** Source data follows **

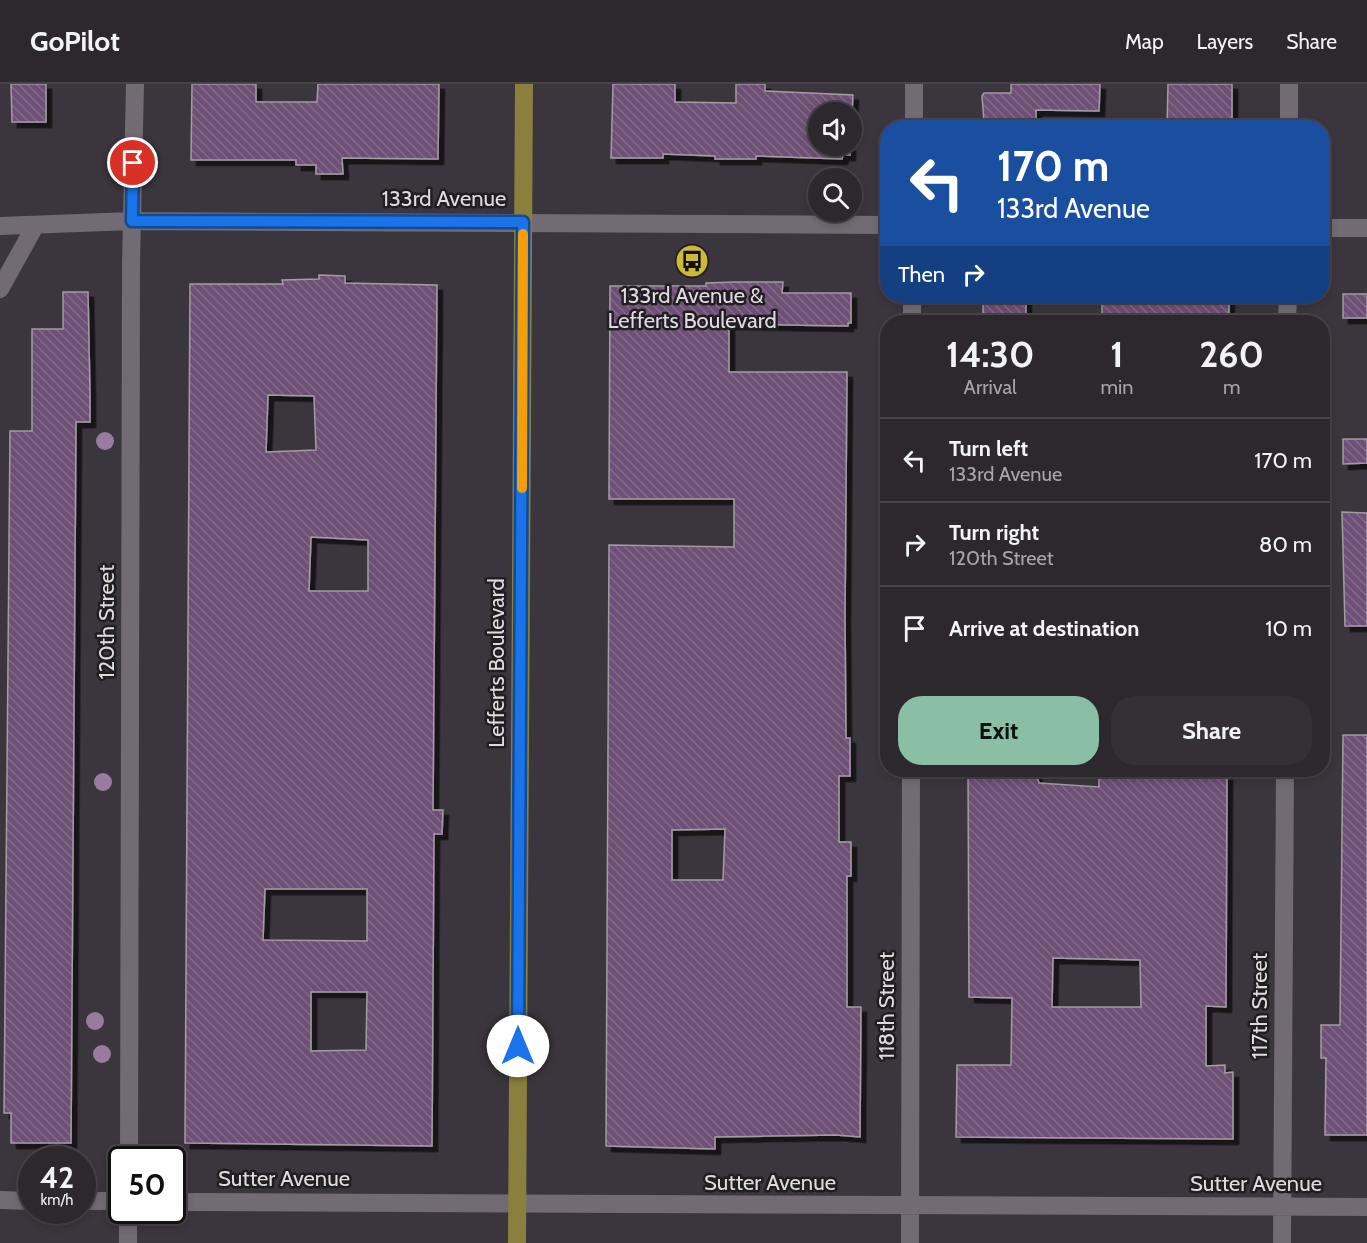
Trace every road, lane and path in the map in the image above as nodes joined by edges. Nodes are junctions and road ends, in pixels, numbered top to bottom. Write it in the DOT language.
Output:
graph roads {
  1 [pos="135,84"];
  2 [pos="524,84"];
  3 [pos="914,84"];
  4 [pos="1289,84"];
  5 [pos="914,120"];
  6 [pos="1289,120"];
  7 [pos="132,221"];
  8 [pos="523,222"];
  9 [pos="880,225"];
  10 [pos="0,226"];
  11 [pos="35,226"];
  12 [pos="1330,228"];
  13 [pos="1367,228"];
  14 [pos="0,289"];
  15 [pos="911,777"];
  16 [pos="1285,777"];
  17 [pos="129,1146"];
  18 [pos="0,1200"];
  19 [pos="18,1201"];
  20 [pos="186,1202"];
  21 [pos="517,1204"];
  22 [pos="910,1207"];
  23 [pos="1282,1207"];
  24 [pos="1367,1207"];
  25 [pos="128,1224"];
  26 [pos="128,1243"];
  27 [pos="517,1243"];
  28 [pos="910,1243"];
  29 [pos="1282,1243"];
  1 -- 7 [label="street, 120th Street"];
  2 -- 8 [label="main road, Lefferts Boulevard"];
  3 -- 5 [label="street"];
  4 -- 6 [label="street"];
  7 -- 8 [label="street, 133rd Avenue"];
  7 -- 11 [label="street, 133rd Avenue"];
  7 -- 17 [label="street, 120th Street"];
  8 -- 9 [label="street, 133rd Avenue"];
  8 -- 21 [label="main road, Lefferts Boulevard"];
  10 -- 11 [label="street, 133rd Avenue"];
  11 -- 14 [label="street"];
  12 -- 13 [label="street"];
  15 -- 22 [label="street, 118th Street"];
  16 -- 23 [label="street, 117th Street"];
  18 -- 19 [label="street"];
  20 -- 21 [label="street, Sutter Avenue"];
  21 -- 22 [label="street, Sutter Avenue"];
  21 -- 27 [label="main road, Lefferts Boulevard"];
  22 -- 23 [label="street, Sutter Avenue"];
  22 -- 28 [label="street, 118th Street"];
  23 -- 24 [label="street, Sutter Avenue"];
  23 -- 29 [label="street, 117th Street"];
  25 -- 26 [label="street"];
}
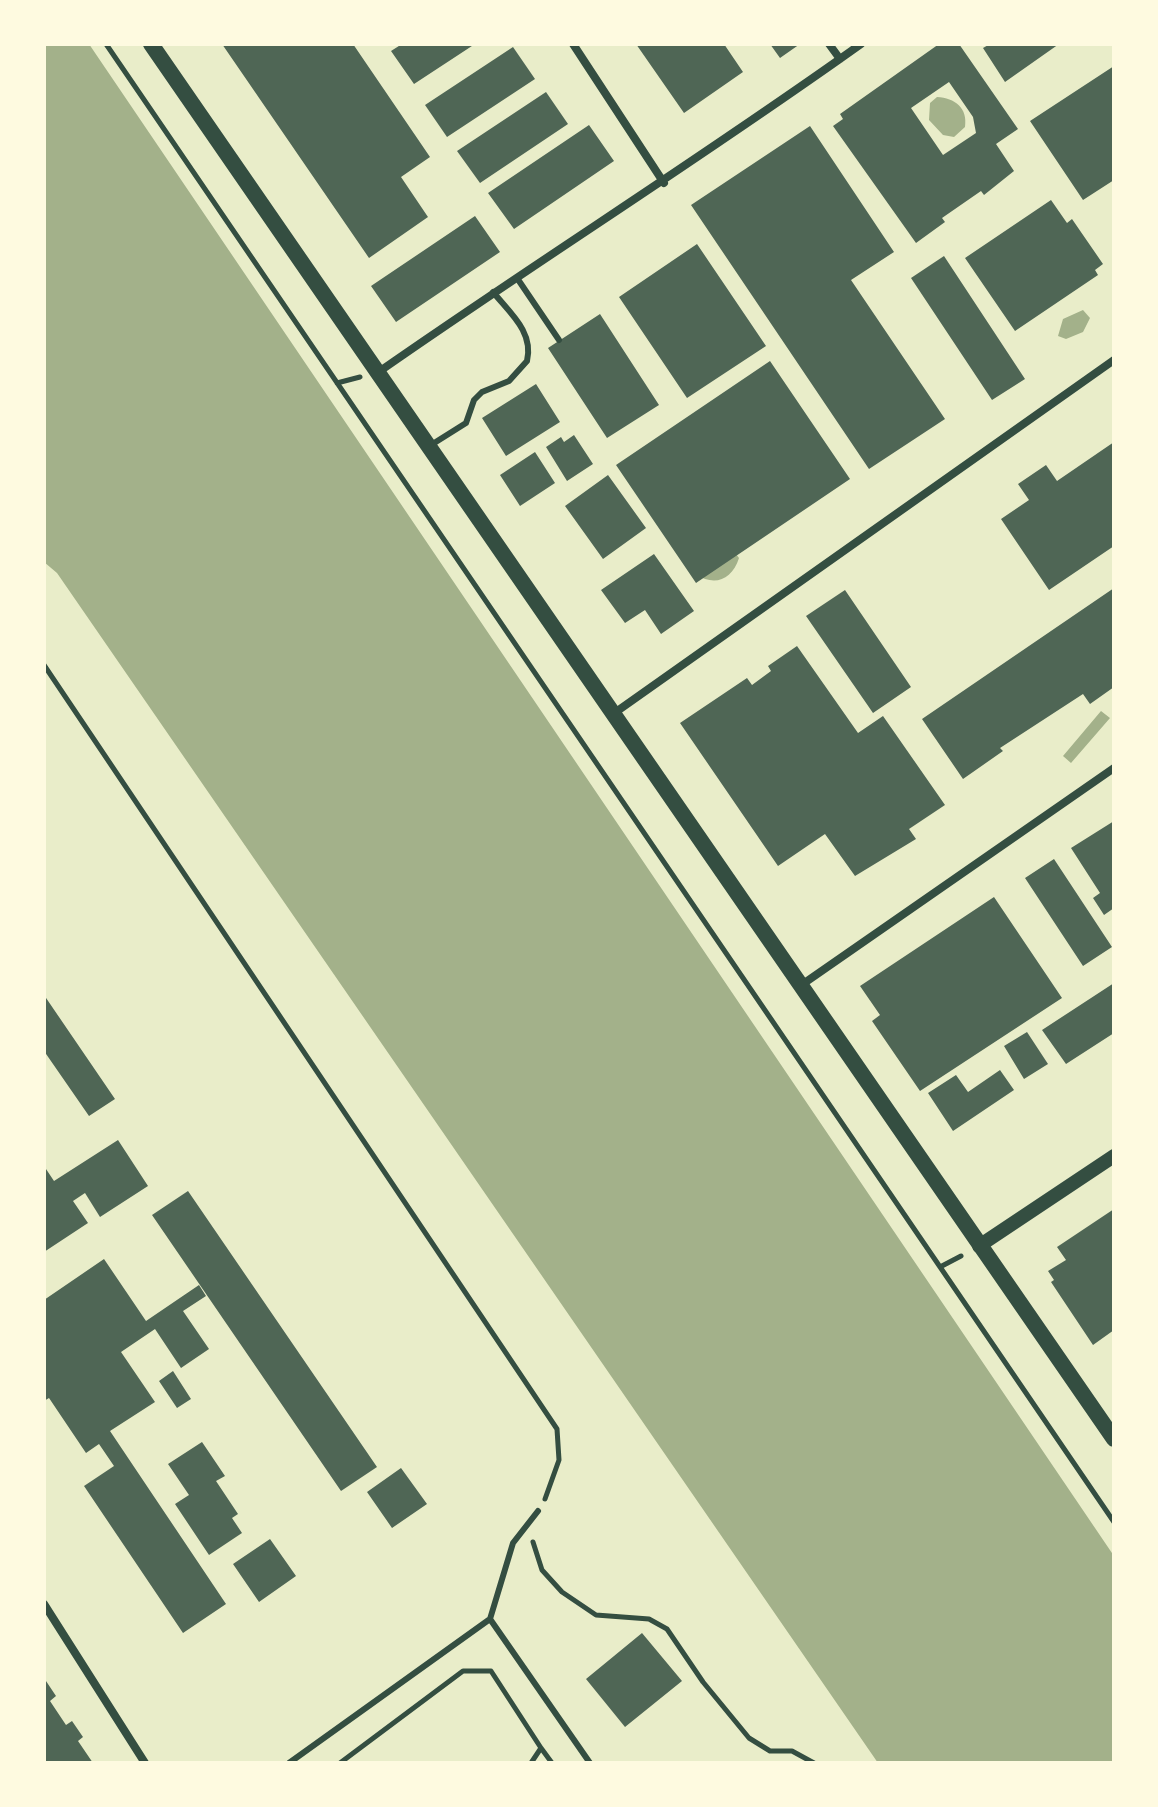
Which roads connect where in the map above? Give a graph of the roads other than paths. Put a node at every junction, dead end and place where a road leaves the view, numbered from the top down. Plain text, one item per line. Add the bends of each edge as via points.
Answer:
1 (151, 44) edge
2 (573, 44) edge
3 (829, 44) edge
4 (861, 44) edge
5 (840, 59) junction
6 (664, 183) junction
7 (517, 278) junction
8 (493, 292) junction
9 (559, 340) dead end
10 (1114, 360) edge
11 (380, 371) junction
12 (431, 445) junction
13 (613, 714) junction
14 (1114, 768) edge
15 (799, 986) junction
16 (1114, 1156) edge
17 (979, 1246) junction
18 (1114, 1439) edge
19 (538, 1511) road end
20 (44, 1604) edge
21 (490, 1619) junction
22 (145, 1763) edge
23 (289, 1763) edge
24 (590, 1763) edge

1 - 11 main road
2 - 6 street
3 - 5 street
4 - 5 street
5 - 6 street
6 - 7 street
7 - 8 street
7 - 9 lane
8 - 11 street
8 - 12 lane via 523,328 527,361 509,381 474,400 466,423
10 - 13 street
11 - 12 main road
12 - 13 main road
13 - 15 main road
14 - 15 street
15 - 17 main road
16 - 17 street
17 - 18 main road
19 - 21 lane via 513,1543
20 - 22 street
21 - 23 lane
21 - 24 lane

** End of Source data **

**Work to be completed:** No picture is to appear in the copy; every entry above is otherwise to be printed verbatim.

**Answer section:**
Trace every road, lane and path in the map in the image above as nodes joined by edges. Nodes are junctions and road ends, in pixels, numbered top to bottom. Write it in the DOT language.
Output:
graph roads {
  1 [pos="135,84"];
  2 [pos="524,84"];
  3 [pos="914,84"];
  4 [pos="1289,84"];
  5 [pos="914,120"];
  6 [pos="1289,120"];
  7 [pos="132,221"];
  8 [pos="523,222"];
  9 [pos="880,225"];
  10 [pos="0,226"];
  11 [pos="35,226"];
  12 [pos="1330,228"];
  13 [pos="1367,228"];
  14 [pos="0,289"];
  15 [pos="911,777"];
  16 [pos="1285,777"];
  17 [pos="129,1146"];
  18 [pos="0,1200"];
  19 [pos="18,1201"];
  20 [pos="186,1202"];
  21 [pos="517,1204"];
  22 [pos="910,1207"];
  23 [pos="1282,1207"];
  24 [pos="1367,1207"];
  25 [pos="128,1224"];
  26 [pos="128,1243"];
  27 [pos="517,1243"];
  28 [pos="910,1243"];
  29 [pos="1282,1243"];
  1 -- 7 [label="street, 120th Street"];
  2 -- 8 [label="main road, Lefferts Boulevard"];
  3 -- 5 [label="street"];
  4 -- 6 [label="street"];
  7 -- 8 [label="street, 133rd Avenue"];
  7 -- 11 [label="street, 133rd Avenue"];
  7 -- 17 [label="street, 120th Street"];
  8 -- 9 [label="street, 133rd Avenue"];
  8 -- 21 [label="main road, Lefferts Boulevard"];
  10 -- 11 [label="street, 133rd Avenue"];
  11 -- 14 [label="street"];
  12 -- 13 [label="street"];
  15 -- 22 [label="street, 118th Street"];
  16 -- 23 [label="street, 117th Street"];
  18 -- 19 [label="street"];
  20 -- 21 [label="street, Sutter Avenue"];
  21 -- 22 [label="street, Sutter Avenue"];
  21 -- 27 [label="main road, Lefferts Boulevard"];
  22 -- 23 [label="street, Sutter Avenue"];
  22 -- 28 [label="street, 118th Street"];
  23 -- 24 [label="street, Sutter Avenue"];
  23 -- 29 [label="street, 117th Street"];
  25 -- 26 [label="street"];
}
Which roads connect where in the map above? Give a graph of the roads other than paths. Put a node at every junction, dead end and place where a road leaves the view, numbered from the top down. Plain text, one item per line. Add the bends of each edge as via points.
Answer:
1 (151, 44) edge
2 (573, 44) edge
3 (829, 44) edge
4 (861, 44) edge
5 (840, 59) junction
6 (664, 183) junction
7 (517, 278) junction
8 (493, 292) junction
9 (559, 340) dead end
10 (1114, 360) edge
11 (380, 371) junction
12 (431, 445) junction
13 (613, 714) junction
14 (1114, 768) edge
15 (799, 986) junction
16 (1114, 1156) edge
17 (979, 1246) junction
18 (1114, 1439) edge
19 (538, 1511) road end
20 (44, 1604) edge
21 (490, 1619) junction
22 (145, 1763) edge
23 (289, 1763) edge
24 (590, 1763) edge

1 - 11 main road
2 - 6 street
3 - 5 street
4 - 5 street
5 - 6 street
6 - 7 street
7 - 8 street
7 - 9 lane
8 - 11 street
8 - 12 lane via 523,328 527,361 509,381 474,400 466,423
10 - 13 street
11 - 12 main road
12 - 13 main road
13 - 15 main road
14 - 15 street
15 - 17 main road
16 - 17 street
17 - 18 main road
19 - 21 lane via 513,1543
20 - 22 street
21 - 23 lane
21 - 24 lane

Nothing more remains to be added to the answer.